> Exercise instructions:
An exact reproduction is needed of every line from the beginning of the data down to and including the line that contains "4 setmiterlimit", minus the pictures.
· · · · ·
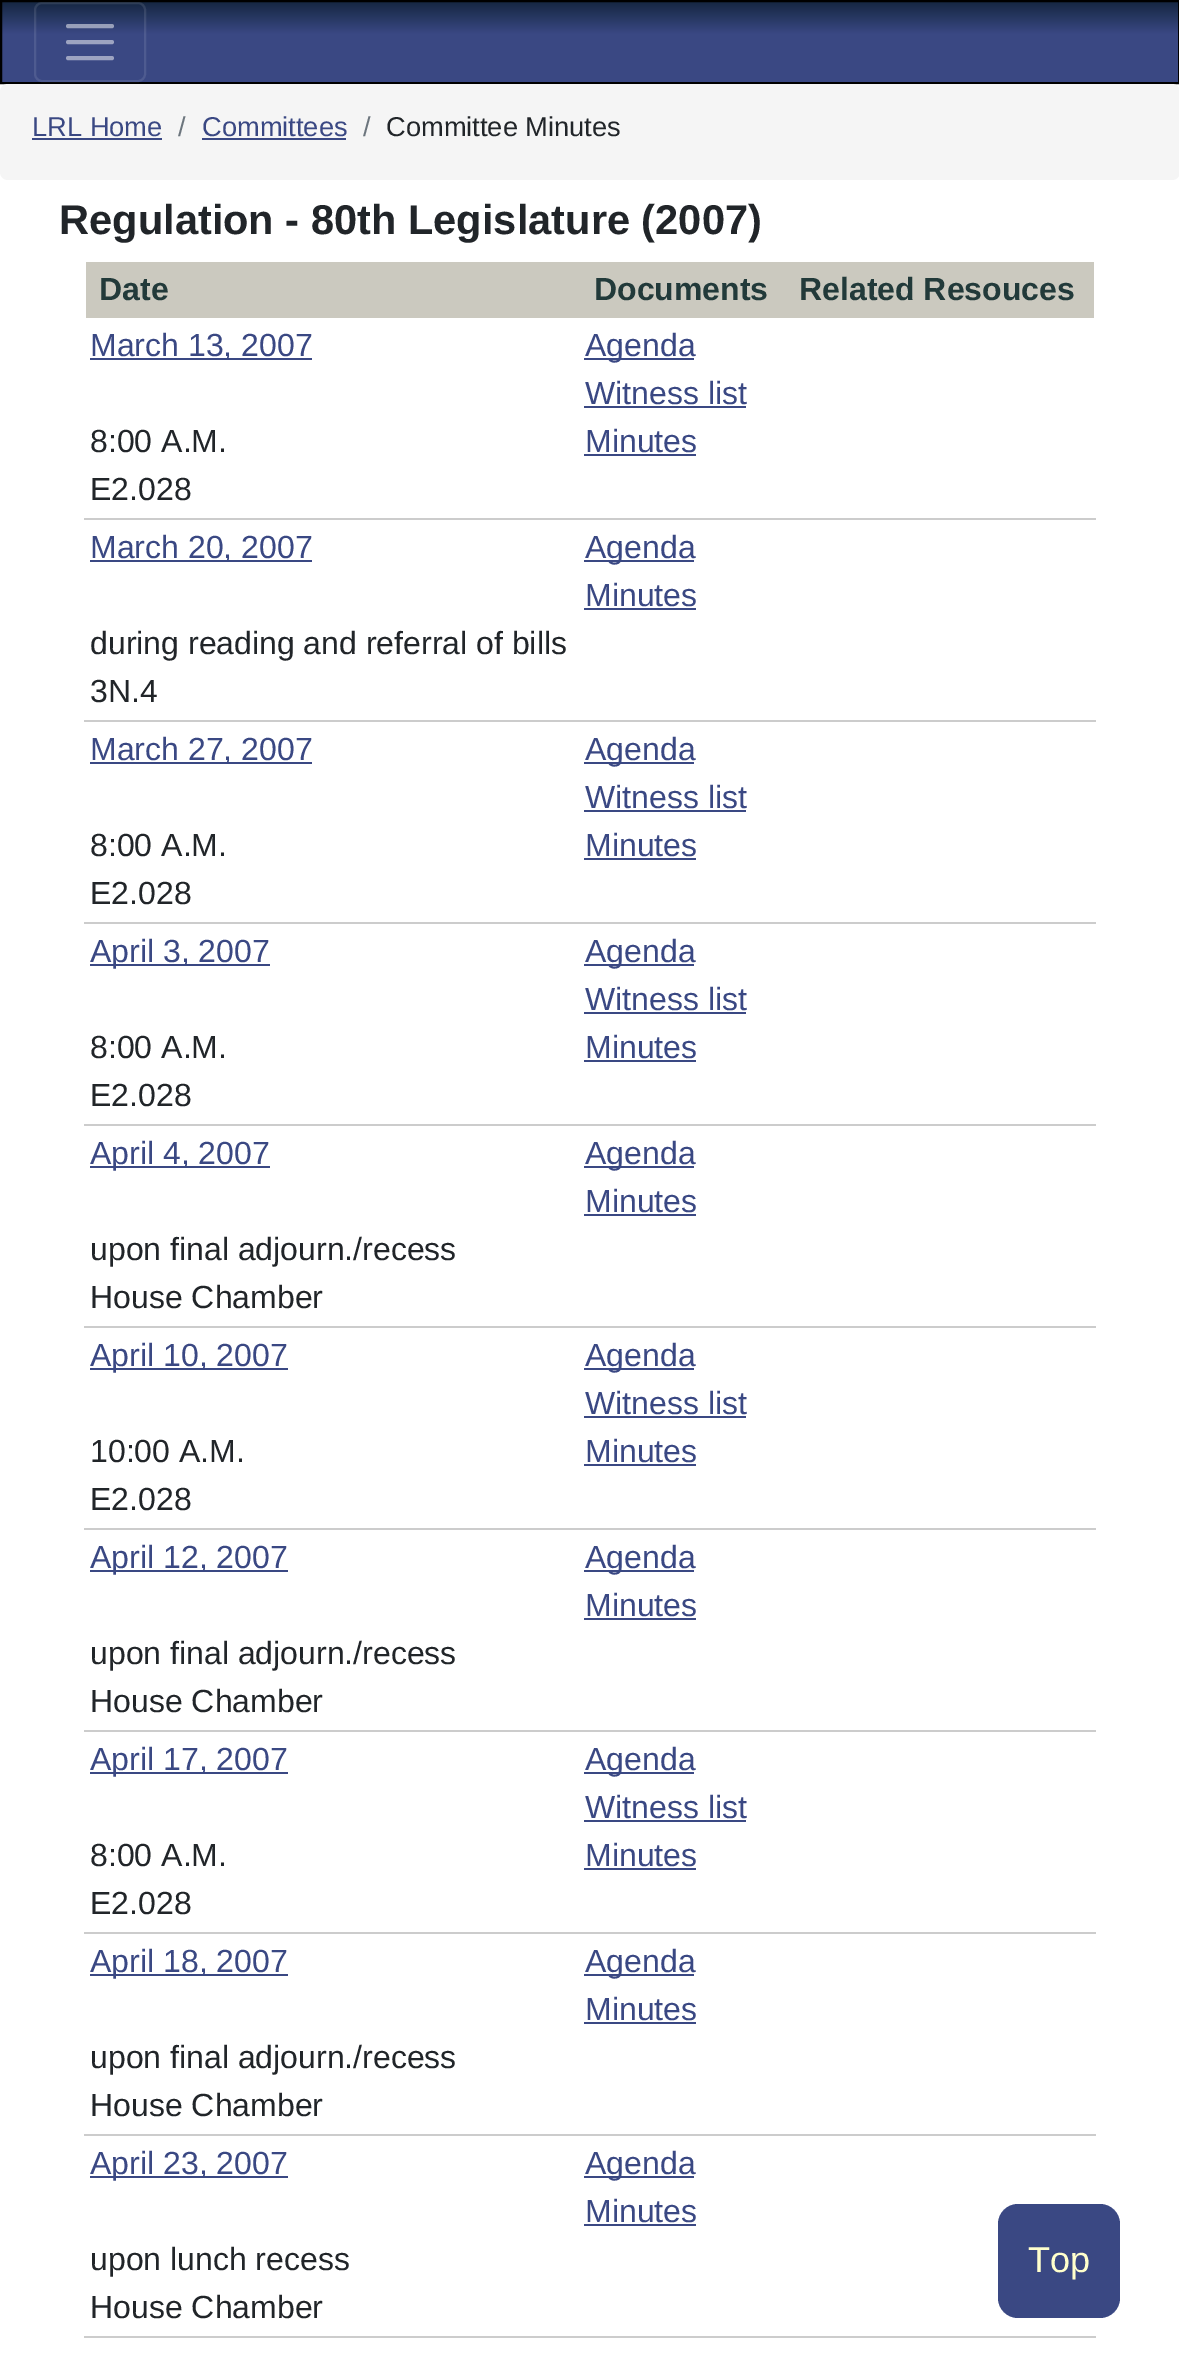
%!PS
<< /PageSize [1179 2358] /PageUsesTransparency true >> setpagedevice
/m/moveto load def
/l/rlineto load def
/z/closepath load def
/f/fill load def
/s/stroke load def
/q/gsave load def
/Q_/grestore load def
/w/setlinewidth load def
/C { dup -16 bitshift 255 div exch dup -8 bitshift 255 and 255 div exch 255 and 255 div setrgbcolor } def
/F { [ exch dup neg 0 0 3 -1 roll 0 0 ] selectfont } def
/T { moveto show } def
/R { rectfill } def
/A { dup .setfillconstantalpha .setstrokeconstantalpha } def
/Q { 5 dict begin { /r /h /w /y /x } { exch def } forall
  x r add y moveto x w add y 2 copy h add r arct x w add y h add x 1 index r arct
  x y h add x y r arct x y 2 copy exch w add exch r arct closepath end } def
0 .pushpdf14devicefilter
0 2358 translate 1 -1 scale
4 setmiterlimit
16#FFFFFF C
0 0 1179 2358 R
q 2 2 m 1176 0 l 0 80 l -1176 0 l z clip newpath
<< /ShadingType 2 /ColorSpace /DeviceRGB /Coords [590 2 590 82] /Extend [true true] /Function << /FunctionType 3 /Domain [0 1] /Functions [<< /FunctionType 2 /Domain [0 1] /C0 [.086 .153 .259] /C1 [.227 .282 .514] /N 1 >> << /FunctionType 2 /Domain [0 1] /C0 [.227 .282 .514] /C1 [.227 .282 .514] /N 1 >>] /Bounds [.4] /Encode [0 1 0 1] >> >> shfill Q_
16#000000 C
2 w
1 1 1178 82 rectstroke
0.1 A
16#FFFFFF C
35 3 110 78 7 Q s
0.5 A
4 w
1 setlinecap
68 26 m 44 0 l 68 42 m 44 0 l 68 58 m 44 0 l s
1 A
16#F5F5F5 C
0 84 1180 96 8 Q f
/LiberationSans-Regular 27.25 F
16#3A4883 C
(LRL Home) 32 136 T
32 138 130 2 R
16#6C757D C
(/) 178 136 T
16#3A4883 C
(Committees) 202 136 T
202 138 144 2 R
16#6C757D C
(/) 363 136 T
16#212529 C
(Committee Minutes) 386 136 T
/LiberationSans-Bold 41.6 F
(Regulation - 80th Legislature \(2007\)) 59 234 T
16#CBC9BF C
86 262 1008 56 R
/LiberationSans-Bold 32 F
16#223A3A C
(Date) 99 300 T
(Documents) 594 300 T
(Related Resouces) 799 300 T
16#3A4883 C
90 358 222 2 R
/LiberationSans-Regular 32 F
(March 13, 2007) 90 356 T
16#212529 C
(8:00 A.M.) 90 452 T
(E2.028) 90 500 T
16#3A4883 C
584 358 110 2 R
(Agenda) 585 356 T
(Witness list) 585 404 T
584 406 162 2 R
(Minutes) 585 452 T
584 454 112 2 R
16#CCCCCC C
84 518 1012 2 R
16#3A4883 C
90 560 222 2 R
(March 20, 2007) 90 558 T
16#212529 C
(during reading and referral of bills) 90 654 T
(3N.4) 90 702 T
16#3A4883 C
584 560 110 2 R
(Agenda) 585 558 T
(Minutes) 585 606 T
584 608 112 2 R
16#CCCCCC C
84 720 1012 2 R
16#3A4883 C
90 762 222 2 R
(March 27, 2007) 90 760 T
16#212529 C
(8:00 A.M.) 90 856 T
(E2.028) 90 904 T
16#3A4883 C
584 762 110 2 R
(Agenda) 585 760 T
(Witness list) 585 808 T
584 810 162 2 R
(Minutes) 585 856 T
584 858 112 2 R
16#CCCCCC C
84 922 1012 2 R
16#3A4883 C
90 964 180 2 R
(April 3, 2007) 90 962 T
16#212529 C
(8:00 A.M.) 90 1058 T
(E2.028) 90 1106 T
16#3A4883 C
584 964 110 2 R
(Agenda) 585 962 T
(Witness list) 585 1010 T
584 1012 162 2 R
(Minutes) 585 1058 T
584 1060 112 2 R
16#CCCCCC C
84 1124 1012 2 R
16#3A4883 C
90 1166 180 2 R
(April 4, 2007) 90 1164 T
16#212529 C
(upon final adjourn./recess) 90 1260 T
(House Chamber) 90 1308 T
16#3A4883 C
584 1166 110 2 R
(Agenda) 585 1164 T
(Minutes) 585 1212 T
584 1214 112 2 R
16#CCCCCC C
84 1326 1012 2 R
16#3A4883 C
90 1368 198 2 R
(April 10, 2007) 90 1366 T
16#212529 C
(10:00 A.M.) 90 1462 T
(E2.028) 90 1510 T
16#3A4883 C
584 1368 110 2 R
(Agenda) 585 1366 T
(Witness list) 585 1414 T
584 1416 162 2 R
(Minutes) 585 1462 T
584 1464 112 2 R
16#CCCCCC C
84 1528 1012 2 R
16#3A4883 C
90 1570 198 2 R
(April 12, 2007) 90 1568 T
16#212529 C
(upon final adjourn./recess) 90 1664 T
(House Chamber) 90 1712 T
16#3A4883 C
584 1570 110 2 R
(Agenda) 585 1568 T
(Minutes) 585 1616 T
584 1618 112 2 R
16#CCCCCC C
84 1730 1012 2 R
16#3A4883 C
90 1772 198 2 R
(April 17, 2007) 90 1770 T
16#212529 C
(8:00 A.M.) 90 1866 T
(E2.028) 90 1914 T
16#3A4883 C
584 1772 110 2 R
(Agenda) 585 1770 T
(Witness list) 585 1818 T
584 1820 162 2 R
(Minutes) 585 1866 T
584 1868 112 2 R
16#CCCCCC C
84 1932 1012 2 R
16#3A4883 C
90 1974 198 2 R
(April 18, 2007) 90 1972 T
16#212529 C
(upon final adjourn./recess) 90 2068 T
(House Chamber) 90 2116 T
16#3A4883 C
584 1974 110 2 R
(Agenda) 585 1972 T
(Minutes) 585 2020 T
584 2022 112 2 R
16#CCCCCC C
84 2134 1012 2 R
16#3A4883 C
90 2176 198 2 R
(April 23, 2007) 90 2174 T
16#212529 C
(upon lunch recess) 90 2270 T
(House Chamber) 90 2318 T
16#3A4883 C
584 2176 110 2 R
(Agenda) 585 2174 T
(Minutes) 585 2222 T
584 2224 112 2 R
16#CCCCCC C
84 2336 1012 2 R
16#3A4883 C
998 2204 122 114 20 Q f
/LiberationSans-Regular 36 F
16#FFFFCC C
(Top) 1028 2272 T
.poppdf14devicefilter showpage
· · · · ·
> Your response:
%!PS
<< /PageSize [1179 2358] /PageUsesTransparency true >> setpagedevice
/m/moveto load def
/l/rlineto load def
/z/closepath load def
/f/fill load def
/s/stroke load def
/q/gsave load def
/Q_/grestore load def
/w/setlinewidth load def
/C { dup -16 bitshift 255 div exch dup -8 bitshift 255 and 255 div exch 255 and 255 div setrgbcolor } def
/F { [ exch dup neg 0 0 3 -1 roll 0 0 ] selectfont } def
/T { moveto show } def
/R { rectfill } def
/A { dup .setfillconstantalpha .setstrokeconstantalpha } def
/Q { 5 dict begin { /r /h /w /y /x } { exch def } forall
  x r add y moveto x w add y 2 copy h add r arct x w add y h add x 1 index r arct
  x y h add x y r arct x y 2 copy exch w add exch r arct closepath end } def
0 .pushpdf14devicefilter
0 2358 translate 1 -1 scale
4 setmiterlimit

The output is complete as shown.